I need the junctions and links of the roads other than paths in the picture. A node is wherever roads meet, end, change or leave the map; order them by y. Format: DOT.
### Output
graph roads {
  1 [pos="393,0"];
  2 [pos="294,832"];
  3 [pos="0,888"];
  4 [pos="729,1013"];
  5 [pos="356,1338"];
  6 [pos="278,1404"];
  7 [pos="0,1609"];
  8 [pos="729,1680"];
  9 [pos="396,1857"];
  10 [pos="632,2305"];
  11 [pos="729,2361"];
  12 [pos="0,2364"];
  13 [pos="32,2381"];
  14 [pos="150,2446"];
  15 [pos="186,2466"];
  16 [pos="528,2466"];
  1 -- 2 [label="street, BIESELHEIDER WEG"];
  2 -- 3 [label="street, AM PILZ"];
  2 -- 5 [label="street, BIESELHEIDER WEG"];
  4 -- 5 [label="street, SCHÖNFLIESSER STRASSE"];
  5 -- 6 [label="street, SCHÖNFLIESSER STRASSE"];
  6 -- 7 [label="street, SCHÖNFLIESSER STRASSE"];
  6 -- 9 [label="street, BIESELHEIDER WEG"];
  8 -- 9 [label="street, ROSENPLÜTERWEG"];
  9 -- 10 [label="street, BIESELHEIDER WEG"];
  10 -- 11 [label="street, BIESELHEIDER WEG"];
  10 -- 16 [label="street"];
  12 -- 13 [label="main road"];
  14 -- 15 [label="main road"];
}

=== The task ===
Output each entry once again, exactly as shown above.

=== Problem solution ===
I need the junctions and links of the roads other than paths in the picture. A node is wherever roads meet, end, change or leave the map; order them by y. Format: DOT.
### Output
graph roads {
  1 [pos="393,0"];
  2 [pos="294,832"];
  3 [pos="0,888"];
  4 [pos="729,1013"];
  5 [pos="356,1338"];
  6 [pos="278,1404"];
  7 [pos="0,1609"];
  8 [pos="729,1680"];
  9 [pos="396,1857"];
  10 [pos="632,2305"];
  11 [pos="729,2361"];
  12 [pos="0,2364"];
  13 [pos="32,2381"];
  14 [pos="150,2446"];
  15 [pos="186,2466"];
  16 [pos="528,2466"];
  1 -- 2 [label="street, BIESELHEIDER WEG"];
  2 -- 3 [label="street, AM PILZ"];
  2 -- 5 [label="street, BIESELHEIDER WEG"];
  4 -- 5 [label="street, SCHÖNFLIESSER STRASSE"];
  5 -- 6 [label="street, SCHÖNFLIESSER STRASSE"];
  6 -- 7 [label="street, SCHÖNFLIESSER STRASSE"];
  6 -- 9 [label="street, BIESELHEIDER WEG"];
  8 -- 9 [label="street, ROSENPLÜTERWEG"];
  9 -- 10 [label="street, BIESELHEIDER WEG"];
  10 -- 11 [label="street, BIESELHEIDER WEG"];
  10 -- 16 [label="street"];
  12 -- 13 [label="main road"];
  14 -- 15 [label="main road"];
}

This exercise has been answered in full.